8. War. I really try to actively ignore any talk about any kind of war and this Russia/Ukraine thing is stressing me out and I don’t even know what’s going on. I get serious anxiety about that kind of thing. I can’t. I just can’t.
9. My health. I worry about my back feeling like crap every single day. I worry about not eating right, not exercising like I should and just generally not taking care of myself the way I should be. I want to be around for my girls for a very long time and I need to step it up to make sure nothing gets in the way of that.
10. My business. I lay there thinking of ways I could get more business and get my name out there more and then I start to panic a little.
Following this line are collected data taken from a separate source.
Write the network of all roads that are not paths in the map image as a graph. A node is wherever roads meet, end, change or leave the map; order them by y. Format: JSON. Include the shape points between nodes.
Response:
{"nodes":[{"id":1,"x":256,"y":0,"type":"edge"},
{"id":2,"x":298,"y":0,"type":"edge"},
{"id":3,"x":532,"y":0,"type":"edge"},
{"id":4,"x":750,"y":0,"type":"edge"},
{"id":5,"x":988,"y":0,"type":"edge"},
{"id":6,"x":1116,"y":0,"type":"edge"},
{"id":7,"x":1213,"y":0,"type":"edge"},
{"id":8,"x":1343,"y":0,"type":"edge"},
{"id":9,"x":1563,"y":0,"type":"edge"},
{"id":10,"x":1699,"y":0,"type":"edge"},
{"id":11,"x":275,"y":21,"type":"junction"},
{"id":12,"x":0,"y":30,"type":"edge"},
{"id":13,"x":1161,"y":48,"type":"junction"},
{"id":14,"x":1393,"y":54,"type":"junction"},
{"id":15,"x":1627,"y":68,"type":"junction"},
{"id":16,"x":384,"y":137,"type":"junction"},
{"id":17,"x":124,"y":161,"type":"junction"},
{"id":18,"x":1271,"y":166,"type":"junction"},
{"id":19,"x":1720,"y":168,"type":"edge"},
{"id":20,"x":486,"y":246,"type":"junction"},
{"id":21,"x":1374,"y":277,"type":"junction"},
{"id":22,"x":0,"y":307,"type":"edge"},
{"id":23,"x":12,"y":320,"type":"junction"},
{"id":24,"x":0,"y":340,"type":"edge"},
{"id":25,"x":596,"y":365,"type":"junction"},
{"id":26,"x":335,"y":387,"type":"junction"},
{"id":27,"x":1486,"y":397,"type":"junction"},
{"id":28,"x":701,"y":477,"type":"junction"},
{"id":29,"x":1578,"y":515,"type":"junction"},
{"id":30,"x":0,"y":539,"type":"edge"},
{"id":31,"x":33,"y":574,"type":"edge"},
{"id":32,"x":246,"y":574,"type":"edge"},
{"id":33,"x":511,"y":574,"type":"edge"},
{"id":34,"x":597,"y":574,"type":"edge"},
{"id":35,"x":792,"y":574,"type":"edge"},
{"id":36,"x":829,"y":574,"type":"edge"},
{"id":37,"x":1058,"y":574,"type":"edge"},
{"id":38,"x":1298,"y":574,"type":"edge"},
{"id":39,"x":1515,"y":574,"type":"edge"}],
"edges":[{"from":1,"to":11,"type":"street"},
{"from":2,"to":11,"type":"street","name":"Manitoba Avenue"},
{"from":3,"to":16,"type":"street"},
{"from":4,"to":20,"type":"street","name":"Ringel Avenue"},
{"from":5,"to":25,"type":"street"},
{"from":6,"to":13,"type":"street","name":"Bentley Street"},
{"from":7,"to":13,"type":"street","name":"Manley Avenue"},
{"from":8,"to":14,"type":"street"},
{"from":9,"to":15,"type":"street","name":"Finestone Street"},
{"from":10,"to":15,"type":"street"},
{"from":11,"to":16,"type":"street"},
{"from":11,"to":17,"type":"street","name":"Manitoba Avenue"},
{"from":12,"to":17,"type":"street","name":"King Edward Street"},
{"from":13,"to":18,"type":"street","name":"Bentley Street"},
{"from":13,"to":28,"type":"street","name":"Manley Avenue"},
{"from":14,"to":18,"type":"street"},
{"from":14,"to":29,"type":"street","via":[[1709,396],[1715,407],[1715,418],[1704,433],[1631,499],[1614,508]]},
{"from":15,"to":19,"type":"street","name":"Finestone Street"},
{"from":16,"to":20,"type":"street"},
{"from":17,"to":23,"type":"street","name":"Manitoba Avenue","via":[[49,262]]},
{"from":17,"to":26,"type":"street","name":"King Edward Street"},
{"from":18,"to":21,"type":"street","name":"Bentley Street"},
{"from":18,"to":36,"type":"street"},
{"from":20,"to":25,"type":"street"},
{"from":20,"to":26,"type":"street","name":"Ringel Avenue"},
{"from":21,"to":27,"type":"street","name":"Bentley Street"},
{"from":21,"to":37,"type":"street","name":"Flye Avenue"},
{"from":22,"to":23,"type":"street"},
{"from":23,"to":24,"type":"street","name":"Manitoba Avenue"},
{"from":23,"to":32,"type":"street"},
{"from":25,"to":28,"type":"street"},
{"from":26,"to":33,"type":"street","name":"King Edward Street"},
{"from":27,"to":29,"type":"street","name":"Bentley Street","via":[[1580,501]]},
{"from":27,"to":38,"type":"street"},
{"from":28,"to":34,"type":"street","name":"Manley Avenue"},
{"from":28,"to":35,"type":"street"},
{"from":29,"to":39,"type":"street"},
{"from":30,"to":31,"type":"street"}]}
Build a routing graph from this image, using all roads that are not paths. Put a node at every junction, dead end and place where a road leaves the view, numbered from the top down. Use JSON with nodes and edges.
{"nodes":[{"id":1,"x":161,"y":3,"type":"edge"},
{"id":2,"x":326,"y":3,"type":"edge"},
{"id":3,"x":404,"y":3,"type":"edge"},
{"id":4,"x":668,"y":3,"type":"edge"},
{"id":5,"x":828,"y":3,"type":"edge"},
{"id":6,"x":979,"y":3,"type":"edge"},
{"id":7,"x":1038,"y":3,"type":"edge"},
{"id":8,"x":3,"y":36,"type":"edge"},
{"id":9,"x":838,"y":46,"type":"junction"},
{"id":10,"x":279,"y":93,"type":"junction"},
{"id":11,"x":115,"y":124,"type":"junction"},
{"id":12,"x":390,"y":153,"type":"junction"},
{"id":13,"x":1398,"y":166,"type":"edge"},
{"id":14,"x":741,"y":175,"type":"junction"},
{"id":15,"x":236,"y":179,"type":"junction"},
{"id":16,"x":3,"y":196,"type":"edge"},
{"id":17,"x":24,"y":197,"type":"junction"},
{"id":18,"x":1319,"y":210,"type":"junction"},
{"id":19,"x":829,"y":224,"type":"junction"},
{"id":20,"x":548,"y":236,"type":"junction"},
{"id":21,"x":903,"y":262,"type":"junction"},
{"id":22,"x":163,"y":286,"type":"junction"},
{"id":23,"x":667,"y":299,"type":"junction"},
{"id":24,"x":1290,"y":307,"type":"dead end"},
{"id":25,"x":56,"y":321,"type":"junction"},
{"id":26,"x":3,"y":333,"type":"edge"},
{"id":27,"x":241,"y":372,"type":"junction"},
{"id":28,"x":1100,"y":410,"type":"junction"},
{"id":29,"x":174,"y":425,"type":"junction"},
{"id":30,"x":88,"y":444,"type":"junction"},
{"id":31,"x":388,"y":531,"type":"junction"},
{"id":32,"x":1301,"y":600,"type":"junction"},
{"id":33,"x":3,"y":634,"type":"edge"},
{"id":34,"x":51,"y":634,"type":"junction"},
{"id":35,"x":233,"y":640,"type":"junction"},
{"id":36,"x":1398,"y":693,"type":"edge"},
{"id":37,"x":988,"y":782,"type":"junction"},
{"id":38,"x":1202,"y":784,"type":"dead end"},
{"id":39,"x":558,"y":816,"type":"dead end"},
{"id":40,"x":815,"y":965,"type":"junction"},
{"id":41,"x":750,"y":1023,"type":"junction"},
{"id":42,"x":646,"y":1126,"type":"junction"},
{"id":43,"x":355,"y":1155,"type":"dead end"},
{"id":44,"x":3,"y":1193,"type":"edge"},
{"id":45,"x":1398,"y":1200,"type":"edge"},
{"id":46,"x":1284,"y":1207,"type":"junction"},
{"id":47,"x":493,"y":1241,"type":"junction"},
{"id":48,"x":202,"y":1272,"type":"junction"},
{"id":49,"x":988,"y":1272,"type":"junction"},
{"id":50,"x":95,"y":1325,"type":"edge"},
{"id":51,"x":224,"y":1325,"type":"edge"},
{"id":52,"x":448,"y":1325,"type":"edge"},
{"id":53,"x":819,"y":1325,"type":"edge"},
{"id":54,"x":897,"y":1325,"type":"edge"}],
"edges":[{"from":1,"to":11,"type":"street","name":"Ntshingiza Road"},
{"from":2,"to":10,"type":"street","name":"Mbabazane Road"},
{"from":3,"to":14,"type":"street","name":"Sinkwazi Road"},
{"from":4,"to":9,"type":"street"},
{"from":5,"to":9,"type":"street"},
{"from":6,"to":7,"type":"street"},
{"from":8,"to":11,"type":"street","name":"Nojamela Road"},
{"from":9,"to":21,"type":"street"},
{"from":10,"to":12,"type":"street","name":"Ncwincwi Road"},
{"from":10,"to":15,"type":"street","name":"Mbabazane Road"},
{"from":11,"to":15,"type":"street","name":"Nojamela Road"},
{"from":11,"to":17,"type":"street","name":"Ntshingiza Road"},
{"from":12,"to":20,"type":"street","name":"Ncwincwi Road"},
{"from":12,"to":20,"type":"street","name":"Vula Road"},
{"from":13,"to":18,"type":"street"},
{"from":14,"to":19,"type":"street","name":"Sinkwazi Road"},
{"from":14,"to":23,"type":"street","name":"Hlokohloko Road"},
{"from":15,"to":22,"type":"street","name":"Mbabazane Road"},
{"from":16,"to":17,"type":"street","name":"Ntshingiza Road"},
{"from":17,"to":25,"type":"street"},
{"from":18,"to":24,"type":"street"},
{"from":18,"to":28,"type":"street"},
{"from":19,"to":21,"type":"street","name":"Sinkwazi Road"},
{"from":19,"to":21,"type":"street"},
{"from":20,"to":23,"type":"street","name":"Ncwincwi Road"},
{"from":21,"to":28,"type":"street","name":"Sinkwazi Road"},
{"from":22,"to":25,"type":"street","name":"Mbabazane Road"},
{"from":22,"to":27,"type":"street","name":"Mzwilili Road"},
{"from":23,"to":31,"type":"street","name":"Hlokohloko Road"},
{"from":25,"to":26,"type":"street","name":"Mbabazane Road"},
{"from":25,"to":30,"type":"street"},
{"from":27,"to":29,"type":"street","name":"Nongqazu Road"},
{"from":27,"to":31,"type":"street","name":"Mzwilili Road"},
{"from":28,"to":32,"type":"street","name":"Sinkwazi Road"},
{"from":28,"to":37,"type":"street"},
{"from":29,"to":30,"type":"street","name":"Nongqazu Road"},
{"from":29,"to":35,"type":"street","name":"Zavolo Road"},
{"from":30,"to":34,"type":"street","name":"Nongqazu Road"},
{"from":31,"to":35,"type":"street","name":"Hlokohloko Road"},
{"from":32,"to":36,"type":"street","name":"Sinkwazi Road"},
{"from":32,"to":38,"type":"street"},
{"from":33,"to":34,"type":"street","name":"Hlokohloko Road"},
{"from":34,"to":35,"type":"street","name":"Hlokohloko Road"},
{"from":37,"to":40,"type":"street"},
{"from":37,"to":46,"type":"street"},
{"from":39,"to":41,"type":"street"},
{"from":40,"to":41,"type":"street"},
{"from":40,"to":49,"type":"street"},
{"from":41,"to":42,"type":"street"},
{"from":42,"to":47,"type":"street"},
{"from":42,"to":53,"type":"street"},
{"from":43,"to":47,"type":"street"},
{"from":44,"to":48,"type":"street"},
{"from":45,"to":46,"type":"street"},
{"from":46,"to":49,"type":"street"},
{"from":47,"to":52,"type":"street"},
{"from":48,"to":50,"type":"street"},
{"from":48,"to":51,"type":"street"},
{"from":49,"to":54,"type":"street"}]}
This is just a little glimpse of the things that cross my mind on a nightly basis. I’m completely fine all day because I’m running around taking care of the kids and doing other things, but the second I lay down these are the thoughts that plague me. I hate it. I wish my head would stay embedded in the sand where it belongs all the time, not just during the day. It’d be much easier for me to fall asleep. Like my husband. He can fall asleep in mid sentence. If I could have a super power, that would be it. It’s Ostrich Girl! She can fall asleep at the drop of a hat! For now, it helps to write all these anxieties down and get them out of my system.